The Never-ending Question Of Return

Once you left home, my friend told me, you can never go back.

I said I must, as I only wanted to travel to see the world. To learn, as I believed in Gu Yanwu's dictum - walk 10,000 miles, read 10,000 books. I went only as a student, as an adventurer who wanted to live in different places, speak different languages, learn different customs and make different friends. It was very different from wanting to migrate, escape from my roots: Far from it, I dearly loved my city, my house, everything that wrapped around my childhood.

Indeed, my friend had a point, despite the copious amount of beer he would have drunk before he said that. That is the perennial question in a non-resident's life, the question of return. There is a constant weighing of opportunities, the choices being made at every step, the desire of self-renewal up against the desire of being yourself. Besides, home is only an idea frozen in time, not a house just, but the people and the voices and the habits that reside in them. Once you leave, all changes. The people you expect to see when you open the door vanishes as if in magic, the voices change, the habits alter: The house may remain, but it longer remains home.

There is a counter-argument, that home is where love is. Home is that place where you can drop your guard, be yourself and live without conditions, surrounded by people you can call 'my folks'. But that is habit again. Love, in that sense, a habit, a pattern of expectations that you grow over a long period of time, and often based on conditions that you impose. You build friendships where you stay, often based on coincidences, sometimes based on interests.
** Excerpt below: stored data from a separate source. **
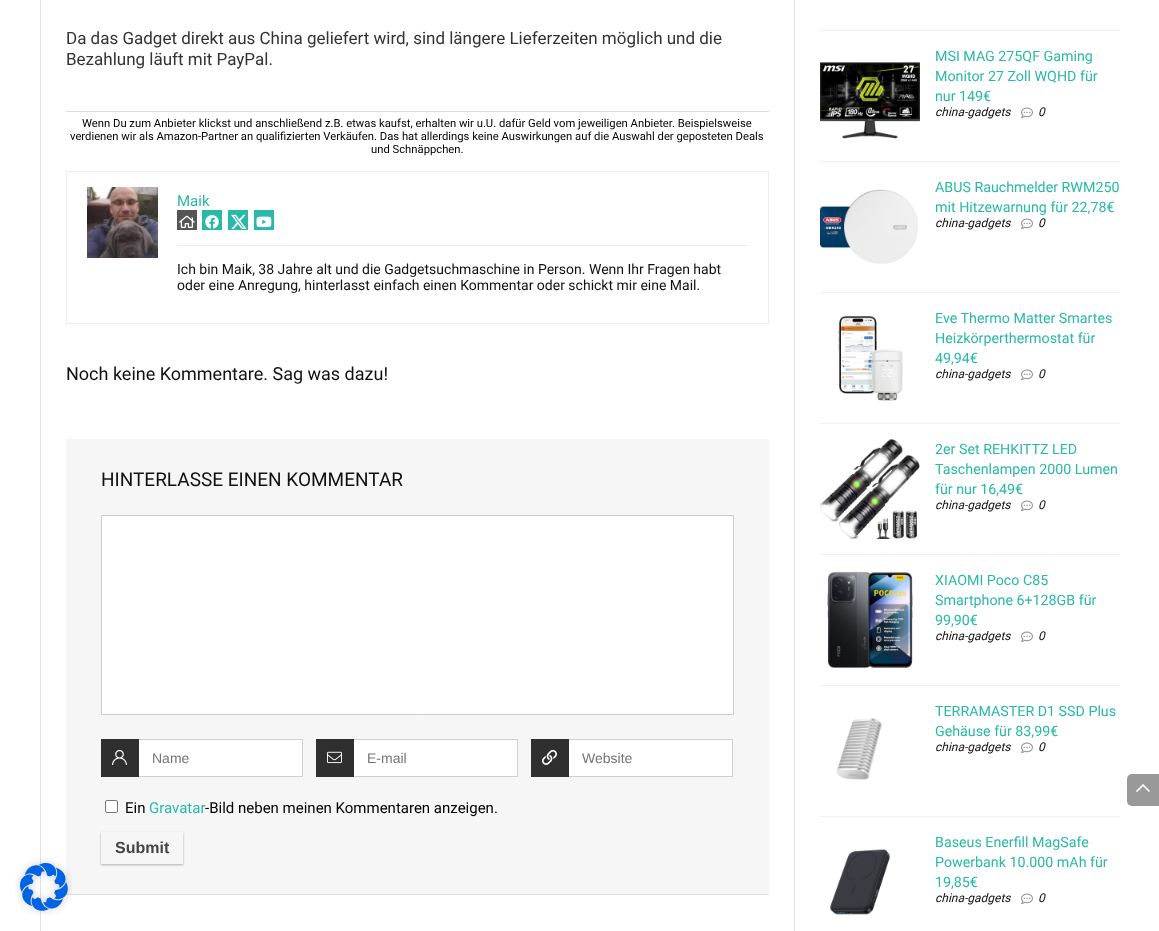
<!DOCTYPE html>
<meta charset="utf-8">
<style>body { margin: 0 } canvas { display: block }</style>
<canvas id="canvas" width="1159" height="931"></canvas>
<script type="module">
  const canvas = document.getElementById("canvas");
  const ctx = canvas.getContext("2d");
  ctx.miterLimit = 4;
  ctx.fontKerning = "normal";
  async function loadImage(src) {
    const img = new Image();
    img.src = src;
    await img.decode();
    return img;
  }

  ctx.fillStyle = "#ffffff";
  ctx.fillRect(0, 0, 1159, 931);
  ctx.strokeStyle = "#e3e3e3";
  ctx.strokeRect(40.5, -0.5, 754, 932);
  ctx.font = "17px Roboto";
  ctx.fillStyle = "#333333";
  ctx.fillText("Da das Gadget direkt aus China geliefert wird, sind längere Lieferzeiten möglich und die", 66, 44);
  ctx.fillText("Bezahlung läuft mit PayPal.", 66, 65);
  ctx.fillStyle = "#dddddd";
  ctx.fillRect(66, 111, 703, 1);
  ctx.font = "11.25px Roboto";
  ctx.fillStyle = "#000000";
  ctx.fillText("Wenn Du zum Anbieter klickst und anschließend z.B. etwas kaufst, erhalten wir u.U. dafür Geld vom jeweiligen Anbieter. Beispielsweise", 82, 127);
  ctx.fillText("verdienen wir als Amazon-Partner an qualifizierten Verkäufen. Das hat allerdings keine Auswirkungen auf die Auswahl der geposteten Deals", 70, 140);
  ctx.fillText("und Schnäppchen.", 371, 153);
  ctx.strokeStyle = "#ededed";
  ctx.strokeRect(66.5, 171.5, 702, 152);
  ctx.drawImage(await loadImage("img1.png"), 87, 187, 71, 71);
  ctx.font = "15px Roboto";
  ctx.fillStyle = "#29b9a6";
  ctx.fillText("Maik", 177, 206);
  ctx.fillStyle = "#eeeeee";
  ctx.fillRect(177, 245, 571, 1);
  ctx.fillStyle = "#555555";
  ctx.fillRect(177, 210, 20, 20);
  ctx.drawImage(await loadImage("img2.png"), 179, 215, 16, 13);
  ctx.fillStyle = "#29b9a6";
  ctx.fillRect(202, 210, 20, 20);
  ctx.drawImage(await loadImage("img3.png"), 205, 215, 14, 14);
  ctx.fillRect(228, 210, 20, 20);
  ctx.drawImage(await loadImage("img4.png"), 231, 214, 16, 15);
  ctx.fillRect(254, 210, 20, 20);
  ctx.drawImage(await loadImage("img5.png"), 256, 216, 16, 12);
  ctx.font = "14px Roboto";
  ctx.fillStyle = "#111111";
  ctx.fillText("Ich bin Maik, 38 Jahre alt und die Gadgetsuchmaschine in Person. Wenn Ihr Fragen habt", 177, 274);
  ctx.fillText("oder eine Anregung, hinterlasst einfach einen Kommentar oder schickt mir eine Mail.", 177, 290);
  ctx.font = "18px Roboto";
  ctx.fillText("Noch keine Kommentare. Sag was dazu!", 66, 380);
  ctx.fillStyle = "rgba(0, 0, 0, 0.12)";
  ctx.filter = "blur(0.5px)";
  ctx.beginPath();
  ctx.rect(66, 440, 703, 455);
  ctx.fill();
  ctx.filter = "none";
  ctx.fillStyle = "#f6f6f6";
  ctx.fillRect(66, 439, 703, 455);
  ctx.font = "19px Roboto";
  ctx.fillStyle = "#111111";
  ctx.fillText("HINTERLASSE EINEN KOMMENTAR", 101, 486);
  ctx.fillStyle = "#ffffff";
  ctx.beginPath();
  ctx.rect(101.5, 515.5, 632, 199);
  ctx.fill();
  ctx.strokeStyle = "#cccccc";
  ctx.stroke();
  ctx.fillRect(139, 740, 163, 36);
  ctx.strokeStyle = "#cbd0d2";
  ctx.strokeRect(101.5, 739.5, 201, 37);
  ctx.fillStyle = "#2f2f2f";
  ctx.fillRect(101, 739, 38, 38);
  ctx.drawImage(await loadImage("img6.png"), 112, 749, 15, 16);
  ctx.font = "14px Liberation Sans";
  ctx.fillStyle = "#757575";
  ctx.fillText("Name", 152, 763);
  ctx.fillStyle = "#ffffff";
  ctx.fillRect(354, 740, 163, 36);
  ctx.strokeRect(316.5, 739.5, 201, 37);
  ctx.fillStyle = "#2f2f2f";
  ctx.fillRect(316, 739, 38, 38);
  ctx.drawImage(await loadImage("img7.png"), 327, 751, 15, 13);
  ctx.fillStyle = "#757575";
  ctx.fillText("E-mail", 367, 763);
  ctx.fillStyle = "#ffffff";
  ctx.fillRect(569, 740, 163, 36);
  ctx.strokeRect(531.5, 739.5, 201, 37);
  ctx.fillStyle = "#2f2f2f";
  ctx.fillRect(531, 739, 38, 38);
  ctx.drawImage(await loadImage("img8.png"), 542, 749, 15, 16);
  ctx.fillStyle = "#757575";
  ctx.fillText("Website", 582, 763);
  ctx.fillStyle = "#ffffff";
  ctx.beginPath();
  ctx.roundRect(105.5, 800.5, 12, 12, 1.5);
  ctx.fill();
  ctx.strokeStyle = "#767676";
  ctx.stroke();
  ctx.font = "15px Roboto";
  ctx.fillStyle = "#000000";
  ctx.fillText("Ein", 125, 813);
  ctx.fillStyle = "#29b9a6";
  ctx.fillText("Gravatar", 149, 813);
  ctx.fillStyle = "#000000";
  ctx.fillText("-Bild neben meinen Kommentaren anzeigen.", 205, 813);
  ctx.save();
  ctx.beginPath();
  ctx.moveTo(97, 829);
  ctx.lineTo(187, 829);
  ctx.lineTo(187, 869);
  ctx.lineTo(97, 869);
  ctx.closePath();
  ctx.moveTo(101, 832);
  ctx.lineTo(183, 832);
  ctx.lineTo(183, 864);
  ctx.lineTo(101, 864);
  ctx.closePath();
  ctx.clip("evenodd");
  ctx.fillStyle = "rgba(0, 0, 0, 0.08)";
  ctx.filter = "blur(1px)";
  ctx.beginPath();
  ctx.rect(101, 833, 82, 32);
  ctx.fill();
  ctx.filter = "none";
  ctx.fillStyle = "rgba(60, 64, 67, 0.3)";
  ctx.filter = "blur(1px)";
  ctx.beginPath();
  ctx.rect(101, 833, 82, 32);
  ctx.fill();
  ctx.filter = "none";
  ctx.restore();
  ctx.font = "bold 16px Liberation Sans";
  ctx.fillStyle = "#444444";
  ctx.fillText("Submit", 115, 853);
  ctx.fillStyle = "#f0f0f0";
  ctx.fillRect(820, 30, 300, 1);
  ctx.fillRect(820, 161, 300, 1);
  ctx.drawImage(await loadImage("img9.png"), 820, 62, 100, 77);
  ctx.font = "14.25px Roboto";
  ctx.fillStyle = "#29b9a6";
  ctx.fillText("MSI MAG 275QF Gaming", 935, 61);
  ctx.fillText("Monitor 27 Zoll WQHD für", 935, 81);
  ctx.fillText("nur 149€", 935, 101);
  ctx.font = "italic 12px Roboto";
  ctx.fillStyle = "#111111";
  ctx.fillText("china-gadgets", 935, 116);
  ctx.drawImage(await loadImage("img10.png"), 1021, 107, 12, 11);
  ctx.fillText("0", 1038, 116);
  ctx.fillStyle = "#f0f0f0";
  ctx.fillRect(820, 292, 300, 1);
  ctx.drawImage(await loadImage("img11.png"), 820, 189, 98, 75);
  ctx.font = "14.25px Roboto";
  ctx.fillStyle = "#29b9a6";
  ctx.fillText("ABUS Rauchmelder RWM250", 935, 192);
  ctx.fillText("mit Hitzewarnung für 22,78€", 935, 212);
  ctx.font = "italic 12px Roboto";
  ctx.fillStyle = "#111111";
  ctx.fillText("china-gadgets", 935, 227);
  ctx.drawImage(await loadImage("img10.png"), 1021, 218, 12, 11);
  ctx.fillText("0", 1038, 227);
  ctx.fillStyle = "#f0f0f0";
  ctx.fillRect(820, 423, 300, 1);
  ctx.drawImage(await loadImage("img12.png"), 838, 316, 65, 85);
  ctx.font = "14.25px Roboto";
  ctx.fillStyle = "#29b9a6";
  ctx.fillText("Eve Thermo Matter Smartes", 935, 323);
  ctx.fillText("Heizkörperthermostat für", 935, 343);
  ctx.fillText("49,94€", 935, 363);
  ctx.font = "italic 12px Roboto";
  ctx.fillStyle = "#111111";
  ctx.fillText("china-gadgets", 935, 378);
  ctx.drawImage(await loadImage("img10.png"), 1021, 369, 12, 11);
  ctx.fillText("0", 1038, 378);
  ctx.fillStyle = "#f0f0f0";
  ctx.fillRect(820, 554, 300, 1);
  ctx.drawImage(await loadImage("img13.png"), 820, 439, 100, 100);
  ctx.font = "14.25px Roboto";
  ctx.fillStyle = "#29b9a6";
  ctx.fillText("2er Set REHKITTZ LED", 935, 454);
  ctx.fillText("Taschenlampen 2000 Lumen", 935, 474);
  ctx.fillText("für nur 16,49€", 935, 494);
  ctx.font = "italic 12px Roboto";
  ctx.fillStyle = "#111111";
  ctx.fillText("china-gadgets", 935, 509);
  ctx.drawImage(await loadImage("img10.png"), 1021, 500, 12, 11);
  ctx.fillText("0", 1038, 509);
  ctx.fillStyle = "#f0f0f0";
  ctx.fillRect(820, 685, 300, 1);
  ctx.drawImage(await loadImage("img14.png"), 827, 571, 86, 97);
  ctx.font = "14.25px Roboto";
  ctx.fillStyle = "#29b9a6";
  ctx.fillText("XIAOMI Poco C85", 935, 585);
  ctx.fillText("Smartphone 6+128GB für", 935, 605);
  ctx.fillText("99,90€", 935, 625);
  ctx.font = "italic 12px Roboto";
  ctx.fillStyle = "#111111";
  ctx.fillText("china-gadgets", 935, 640);
  ctx.drawImage(await loadImage("img10.png"), 1021, 631, 12, 11);
  ctx.fillText("0", 1038, 640);
  ctx.fillStyle = "#f0f0f0";
  ctx.fillRect(820, 816, 300, 1);
  ctx.drawImage(await loadImage("img15.png"), 836, 718, 46, 62);
  ctx.font = "14.25px Roboto";
  ctx.fillStyle = "#29b9a6";
  ctx.fillText("TERRAMASTER D1 SSD Plus", 935, 716);
  ctx.fillText("Gehäuse für 83,99€", 935, 736);
  ctx.font = "italic 12px Roboto";
  ctx.fillStyle = "#111111";
  ctx.fillText("china-gadgets", 935, 751);
  ctx.drawImage(await loadImage("img10.png"), 1021, 742, 12, 11);
  ctx.fillText("0", 1038, 751);
  ctx.drawImage(await loadImage("img16.png"), 829, 849, 62, 66);
  ctx.font = "14.25px Roboto";
  ctx.fillStyle = "#29b9a6";
  ctx.fillText("Baseus Enerfill MagSafe", 935, 847);
  ctx.fillText("Powerbank 10.000 mAh für", 935, 867);
  ctx.fillText("19,85€", 935, 887);
  ctx.font = "italic 12px Roboto";
  ctx.fillStyle = "#111111";
  ctx.fillText("china-gadgets", 935, 902);
  ctx.drawImage(await loadImage("img10.png"), 1021, 893, 12, 11);
  ctx.fillText("0", 1038, 902);
  ctx.fillStyle = "#999999";
  ctx.beginPath();
  ctx.roundRect(1127, 774, 32, 32, [5, 0, 0, 5]);
  ctx.fill();
  ctx.drawImage(await loadImage("img17.png"), 1136, 784, 14, 8);
  ctx.drawImage(await loadImage("img18.png"), 15, 858, 57, 57);
</script>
So, seen that way, a traveler builds homes all over the world, even when he is not rich, as he builds these friendships and moments of habit and love and a sense of being.

But I live in expectation still, that I can return. I know the place I return to will be different, but it will still be my journey's worth. I quoted Eliot elsewhere in this blog: 'We shall not cease from exploration/ And at the end of all our exploring/ Will be to arrive where we started/ And know the place for the first time'. In a way, the return is the ultimate adventure, a knowing that was unknown, a rediscovery of my own self and identity. Seen that way, a return is the final reward of any traveler, regardless of how far and wide they traveled, because all of them were only searching for a way to rediscover themselves. All their lives, as is mine, are journeys of return. They always knew where they were going, but just chose a different path to arrive there.

I know my journey wouldn't cease till I return.